Brussels 20 April 2023
Animalh April ealthEurope, FECAVA, FVE press release
Animal vaccines play an important role in animal health management, but this World Animal Vaccination Day we want to draw attention to the multiple ways in which animal vaccines protect our health and our environment.
Vaccination protects against disease transmission amongst animals or people. This means our pets can safely provide companionship in our homes, and in the case of farm animals, it can help to protect people against food-borne illnesses. Protecting against disease through vaccination also means less food or animal losses, better welfare, and therefore more efficient and sustainable food production.
Speaking for the companion animal veterinary federation in Europe, FECAVA President Denis Novak stated, “With rising debates about human vaccination, most pet owners are now wondering if it is safe to vaccinate their dogs and cats. The short answer is: yes! The benefits of vaccinations can be summarised as vaccines help prevention of many serious and lethal diseases; can help protect humans from infections such as Rabies and Leptospirosis; assurance of geographical law compliance; pet vaccination is a cost-effective option compared to treatment of any infectious diseases in pets.”

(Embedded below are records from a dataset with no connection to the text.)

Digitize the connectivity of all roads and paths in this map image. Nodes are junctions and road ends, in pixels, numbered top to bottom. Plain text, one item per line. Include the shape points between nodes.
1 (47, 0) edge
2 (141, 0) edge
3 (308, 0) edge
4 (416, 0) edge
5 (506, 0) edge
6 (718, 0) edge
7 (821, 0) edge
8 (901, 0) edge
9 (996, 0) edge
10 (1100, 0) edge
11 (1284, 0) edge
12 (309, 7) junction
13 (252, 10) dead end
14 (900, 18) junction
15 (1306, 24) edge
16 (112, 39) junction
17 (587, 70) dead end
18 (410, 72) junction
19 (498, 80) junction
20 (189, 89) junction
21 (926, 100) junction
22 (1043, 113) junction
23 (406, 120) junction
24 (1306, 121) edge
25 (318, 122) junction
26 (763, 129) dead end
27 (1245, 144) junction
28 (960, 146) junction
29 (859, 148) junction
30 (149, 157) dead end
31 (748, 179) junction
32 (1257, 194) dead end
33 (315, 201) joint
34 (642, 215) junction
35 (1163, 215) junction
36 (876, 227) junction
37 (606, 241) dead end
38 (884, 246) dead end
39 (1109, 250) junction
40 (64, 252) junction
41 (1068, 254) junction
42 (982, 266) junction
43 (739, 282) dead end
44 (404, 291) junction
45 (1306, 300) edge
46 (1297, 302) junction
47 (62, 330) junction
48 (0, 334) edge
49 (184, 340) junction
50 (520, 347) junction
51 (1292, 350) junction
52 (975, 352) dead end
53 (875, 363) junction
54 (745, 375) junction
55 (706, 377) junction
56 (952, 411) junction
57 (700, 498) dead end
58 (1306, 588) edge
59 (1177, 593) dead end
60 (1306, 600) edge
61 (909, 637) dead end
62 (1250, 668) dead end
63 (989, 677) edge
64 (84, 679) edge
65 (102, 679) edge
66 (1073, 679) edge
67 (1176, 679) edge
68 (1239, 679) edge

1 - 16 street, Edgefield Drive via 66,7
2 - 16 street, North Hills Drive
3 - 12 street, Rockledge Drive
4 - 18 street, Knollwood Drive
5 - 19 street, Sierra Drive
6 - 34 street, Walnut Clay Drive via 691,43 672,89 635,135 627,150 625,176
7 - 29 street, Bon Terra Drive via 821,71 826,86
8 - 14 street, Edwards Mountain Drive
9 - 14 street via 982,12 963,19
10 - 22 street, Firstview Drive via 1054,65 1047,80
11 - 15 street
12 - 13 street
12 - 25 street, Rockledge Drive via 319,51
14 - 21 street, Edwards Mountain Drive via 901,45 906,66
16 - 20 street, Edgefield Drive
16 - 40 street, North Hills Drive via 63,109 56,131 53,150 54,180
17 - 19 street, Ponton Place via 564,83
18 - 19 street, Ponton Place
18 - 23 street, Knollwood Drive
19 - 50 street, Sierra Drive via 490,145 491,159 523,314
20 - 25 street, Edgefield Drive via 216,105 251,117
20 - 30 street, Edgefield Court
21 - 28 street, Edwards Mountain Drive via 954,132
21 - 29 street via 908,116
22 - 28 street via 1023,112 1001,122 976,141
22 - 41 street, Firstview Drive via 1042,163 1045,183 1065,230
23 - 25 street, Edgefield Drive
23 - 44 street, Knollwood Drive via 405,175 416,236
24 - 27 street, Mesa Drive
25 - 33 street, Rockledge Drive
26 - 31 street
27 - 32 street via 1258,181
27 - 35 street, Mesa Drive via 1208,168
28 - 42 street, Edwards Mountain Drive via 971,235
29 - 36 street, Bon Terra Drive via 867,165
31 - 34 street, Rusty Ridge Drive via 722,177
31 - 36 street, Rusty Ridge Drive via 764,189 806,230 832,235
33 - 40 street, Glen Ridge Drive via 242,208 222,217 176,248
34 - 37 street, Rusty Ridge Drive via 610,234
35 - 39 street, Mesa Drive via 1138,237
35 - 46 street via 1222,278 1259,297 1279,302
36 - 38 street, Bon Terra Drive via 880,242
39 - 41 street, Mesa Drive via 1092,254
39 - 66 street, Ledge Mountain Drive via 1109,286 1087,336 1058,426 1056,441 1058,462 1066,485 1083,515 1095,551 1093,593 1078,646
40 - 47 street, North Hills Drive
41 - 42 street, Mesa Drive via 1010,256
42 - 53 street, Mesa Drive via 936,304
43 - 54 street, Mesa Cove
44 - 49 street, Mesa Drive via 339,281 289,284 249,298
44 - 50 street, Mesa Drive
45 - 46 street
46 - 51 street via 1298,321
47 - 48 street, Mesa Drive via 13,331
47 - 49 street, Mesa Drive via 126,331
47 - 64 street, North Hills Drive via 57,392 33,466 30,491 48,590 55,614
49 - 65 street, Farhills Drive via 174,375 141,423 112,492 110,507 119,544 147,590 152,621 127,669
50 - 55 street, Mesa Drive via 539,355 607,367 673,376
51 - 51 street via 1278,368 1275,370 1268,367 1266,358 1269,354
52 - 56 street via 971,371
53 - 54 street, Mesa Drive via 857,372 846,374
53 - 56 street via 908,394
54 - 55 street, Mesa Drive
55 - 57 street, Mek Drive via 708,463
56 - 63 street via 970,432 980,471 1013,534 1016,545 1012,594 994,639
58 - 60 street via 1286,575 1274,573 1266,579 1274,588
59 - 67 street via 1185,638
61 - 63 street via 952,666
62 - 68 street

FVE President, Rens van Dobbenburgh, speaking on behalf of the Federation of Veterinarians in Europe said: “Vaccination is a cornerstone of preventive healthcare and one of the most cost-effective ways of maintaining animal health, longevity, and quality of life. Many animal vaccinations also serve a public health function by forming a barrier against zoonotic diseases affecting animals and humans. It is important to continue to raise awareness on animal vaccination.”

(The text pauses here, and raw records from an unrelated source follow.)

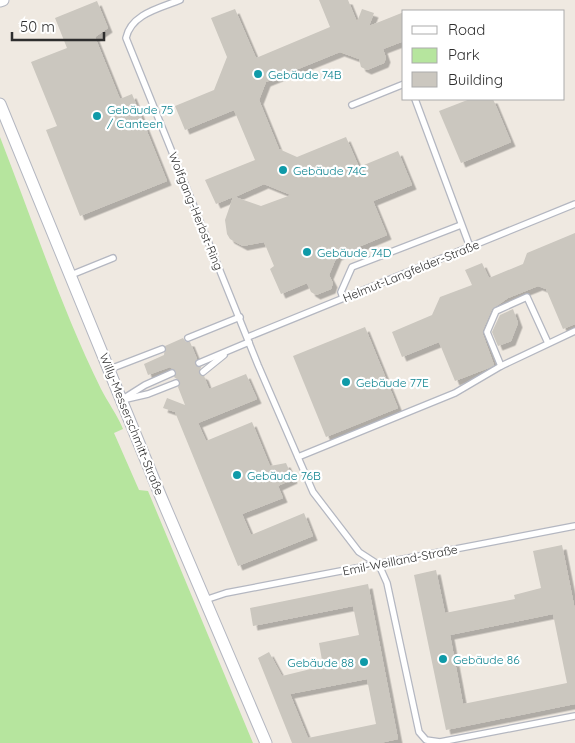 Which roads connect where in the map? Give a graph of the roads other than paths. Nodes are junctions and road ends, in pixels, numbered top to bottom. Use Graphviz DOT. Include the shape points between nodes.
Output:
graph roads {
  1 [pos="180,0"];
  2 [pos="402,85"];
  3 [pos="415,100"];
  4 [pos="0,104"];
  5 [pos="352,106"];
  6 [pos="575,204"];
  7 [pos="461,224"];
  8 [pos="470,247"];
  9 [pos="113,258"];
  10 [pos="71,275"];
  11 [pos="343,298"];
  12 [pos="240,317"];
  13 [pos="575,331"];
  14 [pos="188,338"];
  15 [pos="249,339"];
  16 [pos="548,343"];
  17 [pos="162,349"];
  18 [pos="230,350"];
  19 [pos="198,363"];
  20 [pos="501,366"];
  21 [pos="110,369"];
  22 [pos="202,372"];
  23 [pos="172,373"];
  24 [pos="176,383"];
  25 [pos="122,400"];
  26 [pos="298,457"];
  27 [pos="575,526"];
  28 [pos="379,565"];
  29 [pos="205,600"];
  30 [pos="575,716"];
  31 [pos="425,742"];
  32 [pos="266,743"];
  1 -- 12 [label="lane, Wolfgang-Herbst-Ring" via="136,19 126,38"];
  2 -- 5 [label="lane"];
  3 -- 7 [label="lane"];
  4 -- 10 [label="street, Willy-Messerschmitt-Straße"];
  6 -- 8 [label="lane, Helmut-Langfelder-Straße"];
  7 -- 8 [label="lane"];
  7 -- 11 [label="lane" via="352,267 341,292"];
  8 -- 11 [label="lane, Helmut-Langfelder-Straße"];
  9 -- 10 [label="lane"];
  10 -- 21 [label="street, Willy-Messerschmitt-Straße"];
  11 -- 15 [label="lane, Helmut-Langfelder-Straße"];
  12 -- 14 [label="lane"];
  12 -- 15 [label="lane, Wolfgang-Herbst-Ring"];
  13 -- 16 [label="lane"];
  15 -- 18 [label="lane, Helmut-Langfelder-Straße"];
  15 -- 26 [label="lane, Wolfgang-Herbst-Ring"];
  16 -- 20 [label="lane"];
  16 -- 20 [label="lane" via="527,297 496,311 487,332"];
  17 -- 21 [label="lane"];
  18 -- 19 [label="lane, Helmut-Langfelder-Straße"];
  18 -- 22 [label="lane"];
  20 -- 26 [label="lane" via="454,392"];
  21 -- 25 [label="street, Willy-Messerschmitt-Straße"];
  23 -- 25 [label="lane"];
  24 -- 25 [label="lane"];
  25 -- 29 [label="street, Willy-Messerschmitt-Straße"];
  26 -- 28 [label="lane, Wolfgang-Herbst-Ring" via="313,492 330,518 359,552"];
  27 -- 28 [label="lane, Emil-Weilland-Straße"];
  28 -- 29 [label="lane, Emil-Weilland-Straße" via="226,593"];
  28 -- 31 [label="lane" via="387,583 419,732"];
  29 -- 32 [label="street, Willy-Messerschmitt-Straße"];
  30 -- 31 [label="lane" via="440,742"];
}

“Animal vaccination plays an important role in protecting our affordable, safe, and sustainable food supply in Europe, and this also protects our health and the health of our environment. Yet the role of vaccines for animals is often misunderstood and under-valued, particularly when people are not directly connected to farming or do not have pets in their family. We must continue to raise awareness collectively on the multiple One Health benefits”, said Roxane Feller, AnimalhealthEurope Secretary General.

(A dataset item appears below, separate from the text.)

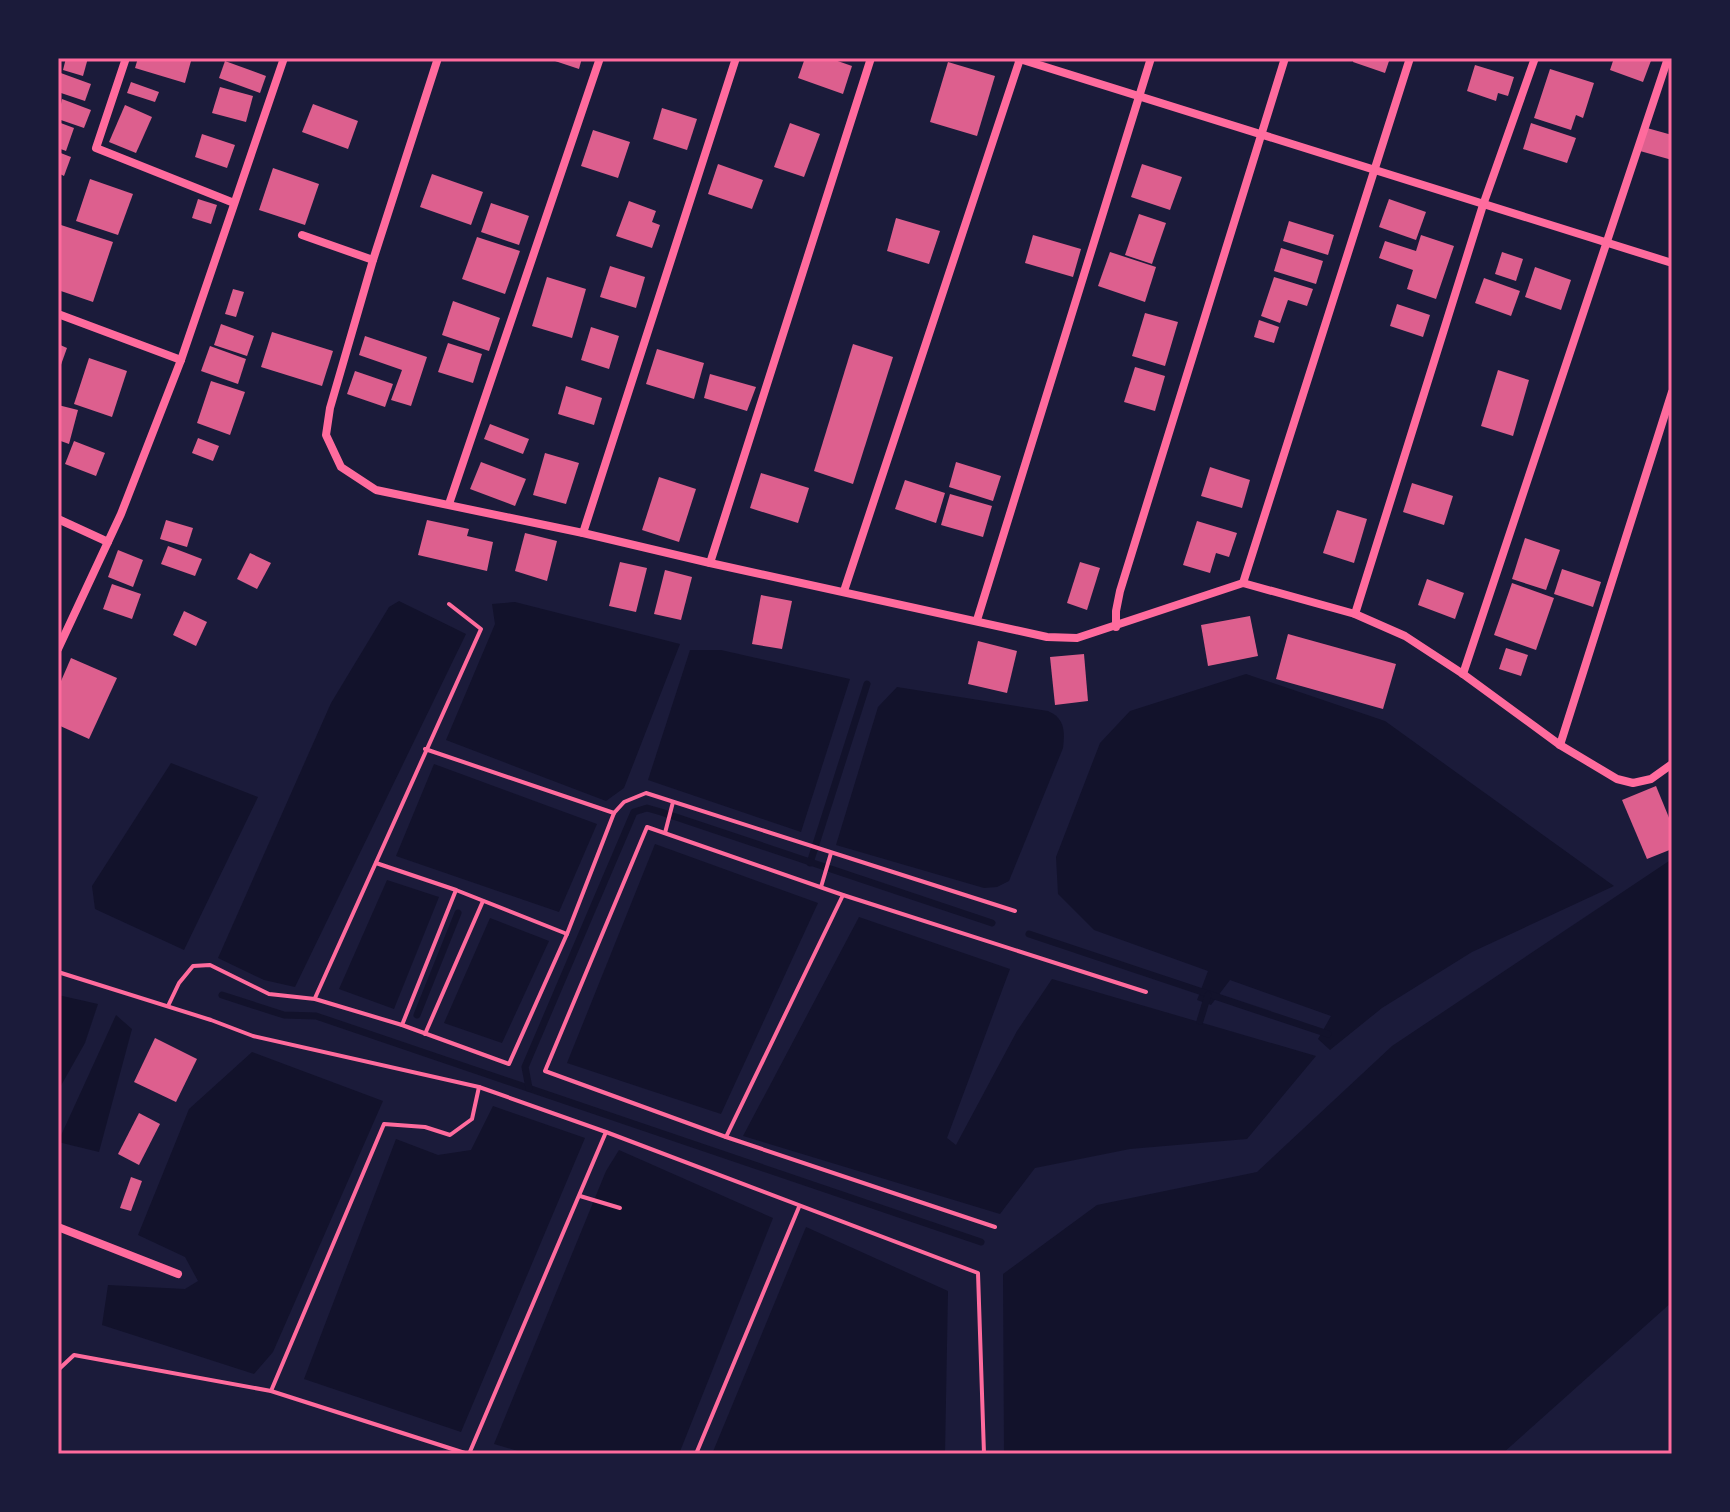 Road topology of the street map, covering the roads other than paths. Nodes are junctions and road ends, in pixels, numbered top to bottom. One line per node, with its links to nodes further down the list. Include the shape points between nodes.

Animal vaccines have been helping Europe to protect its citizens successfully for many years now, preventing zoonotic diseases like rabies and managing many food-borne illnesses. Although still present in Europe, food-borne illnesses like salmonella posed serious threats to food safety and public health some years ago, but the early 2000s saw a 50% reduction in salmonella cases in people thanks to vaccine use in chickens. Let’s not lose sight of the protective effects of animal vaccines.
Notes to editor
- World Animal Vaccination Day – 20 April – is an initiative of HealthforAnimals and the World Veterinary Association, occurring annually ahead of European Immunisation Week.
- AnimalhealthEurope represents 12 of Europe’s leading manufacturers of animal health products and 17 national associations. It represents innovators and generics alike, as well as large, medium-sized and small companies.
- FECAVA – Federation of Companion Animal Veterinary Associations represents more than 25,000 companion animal veterinarians in 40 European countries.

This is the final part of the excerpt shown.